Pesquisas eleitorais e possibilidades interpretativas

As pesquisas de opinião estão solidamente inscritas na cultura política brasileira, embora com um pouco menos de intensidade do que nos Estados Unidos – onde institutos tradicionais se contam em dezenas. Entretanto, o que as pesquisas significam de fato? É possível fazer afirmações categóricas a partir de números e séries estatísticas, sem levar em conta que podem esconder arestas e ideologias por detrás do mito da objetividade e da imparcialidade matemáticas? No fundo, por mais confiáveis que pesquisas com bases estatísticas possam ser – e, se forem bem feitas, podem ser ­­–, é sempre necessário saber interpretá-las adequadamente.

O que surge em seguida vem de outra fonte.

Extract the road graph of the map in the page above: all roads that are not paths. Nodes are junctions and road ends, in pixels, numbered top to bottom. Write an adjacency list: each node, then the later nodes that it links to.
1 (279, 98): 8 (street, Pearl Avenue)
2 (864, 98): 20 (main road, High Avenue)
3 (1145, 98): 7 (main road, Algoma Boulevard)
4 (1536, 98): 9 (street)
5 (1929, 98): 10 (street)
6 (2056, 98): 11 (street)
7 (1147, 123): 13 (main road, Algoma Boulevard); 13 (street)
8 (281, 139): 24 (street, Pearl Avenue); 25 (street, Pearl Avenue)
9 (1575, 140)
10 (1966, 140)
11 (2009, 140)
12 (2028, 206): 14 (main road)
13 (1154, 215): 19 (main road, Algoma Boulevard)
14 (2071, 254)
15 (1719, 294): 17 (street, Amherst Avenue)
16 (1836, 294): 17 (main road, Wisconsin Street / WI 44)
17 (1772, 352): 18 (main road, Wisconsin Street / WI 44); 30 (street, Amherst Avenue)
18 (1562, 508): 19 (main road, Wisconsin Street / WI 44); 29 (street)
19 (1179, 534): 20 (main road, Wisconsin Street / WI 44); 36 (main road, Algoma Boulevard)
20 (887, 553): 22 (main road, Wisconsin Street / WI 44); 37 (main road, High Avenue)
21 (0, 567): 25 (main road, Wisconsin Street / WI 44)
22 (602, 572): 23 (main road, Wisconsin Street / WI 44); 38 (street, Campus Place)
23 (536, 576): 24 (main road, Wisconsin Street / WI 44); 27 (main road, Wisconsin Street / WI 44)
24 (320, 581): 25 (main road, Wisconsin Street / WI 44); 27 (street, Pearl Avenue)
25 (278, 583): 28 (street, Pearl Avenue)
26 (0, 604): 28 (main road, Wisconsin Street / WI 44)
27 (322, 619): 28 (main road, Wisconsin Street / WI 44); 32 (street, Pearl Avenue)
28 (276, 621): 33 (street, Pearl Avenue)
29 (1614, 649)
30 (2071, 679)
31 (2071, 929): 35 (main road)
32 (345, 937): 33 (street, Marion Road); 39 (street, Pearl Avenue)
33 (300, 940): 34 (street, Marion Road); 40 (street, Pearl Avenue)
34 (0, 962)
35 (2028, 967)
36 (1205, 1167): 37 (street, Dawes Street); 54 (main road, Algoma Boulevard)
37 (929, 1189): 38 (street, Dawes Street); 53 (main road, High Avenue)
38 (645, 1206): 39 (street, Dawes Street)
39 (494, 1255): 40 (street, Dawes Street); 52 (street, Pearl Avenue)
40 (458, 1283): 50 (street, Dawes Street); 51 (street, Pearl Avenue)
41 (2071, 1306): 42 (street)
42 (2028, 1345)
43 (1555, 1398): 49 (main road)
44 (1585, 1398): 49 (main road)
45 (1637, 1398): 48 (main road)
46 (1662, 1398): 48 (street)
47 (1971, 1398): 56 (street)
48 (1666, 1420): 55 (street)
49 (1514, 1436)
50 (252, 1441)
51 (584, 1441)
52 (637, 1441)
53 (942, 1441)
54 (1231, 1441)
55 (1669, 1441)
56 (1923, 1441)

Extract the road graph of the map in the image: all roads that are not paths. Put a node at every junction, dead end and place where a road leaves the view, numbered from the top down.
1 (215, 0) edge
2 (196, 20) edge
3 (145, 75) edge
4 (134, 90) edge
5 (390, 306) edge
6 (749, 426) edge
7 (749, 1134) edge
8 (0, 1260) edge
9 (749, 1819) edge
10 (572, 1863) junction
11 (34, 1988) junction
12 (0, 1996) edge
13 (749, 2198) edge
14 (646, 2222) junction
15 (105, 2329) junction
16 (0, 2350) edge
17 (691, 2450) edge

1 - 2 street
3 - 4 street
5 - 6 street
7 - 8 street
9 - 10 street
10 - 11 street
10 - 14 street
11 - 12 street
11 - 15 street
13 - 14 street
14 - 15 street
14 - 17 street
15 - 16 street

Números são torturáveis a dizer o que queremos que digam. Seja por meio de falácias ecológicas ou, simplesmente, por problemas de interpretação, muitas ideias são inferidas das pesquisas de forma inadequada. Um exemplo real envolve as eleições presidenciais americanas de 2000, 2004 e 2008 (vide o trabalho de Andrew Gelman – "Red State, Blue State, Rich State, Poor State", Princeton University Press, 2008): os estados mais ricos (com maior renda per capita) votaram preferencialmente em democratas, enquanto estados mais pobres tenderam seus votos para o Partido Republicano.

Uma análise apressada poderia indicar que eleitores com maior renda também seguiam individualmente esse padrão. Entretanto, nas mesmas eleições, os eleitores mais ricos votaram preferencialmente nos republicanos e os eleitores mais pobres no Partido Democrata. Como explicar o fenômeno? Simples: foram os eleitores mais pobres dos estados mais ricos que garantiram a vitória democrata naquelas unidades federativas.

Na eleição juizforana ­– e em qualquer outra –, analisar os números das pesquisas pode levar a equívocos semelhantes. E constitui maior risco ainda acolher acriticamente as leituras que as próprias forças políticas fazem desses resultados: é preciso não perder de vista que qualquer campanha apresentará os resultados das pesquisas fazendo recortes autointeressados.

Na segunda pesquisa Ibope, divulgada no dia 15 de setembro, os resultados foram comemorados por algumas forças políticas e repercutiram no HGPE como sinais inequívocos de que elas avançaram: Bruno Siqueira subiu dois pontos em relação à pesquisa anterior (de 22 para 24) e Custódio Matos subiu três pontos (de 17 para 20); Margarida Salomão caiu três pontos (de 37 para 34), mas a ênfase da linha argumentativa de sua campanha foi no sentido de que os dados sinalizavam a consolidação de sua liderança.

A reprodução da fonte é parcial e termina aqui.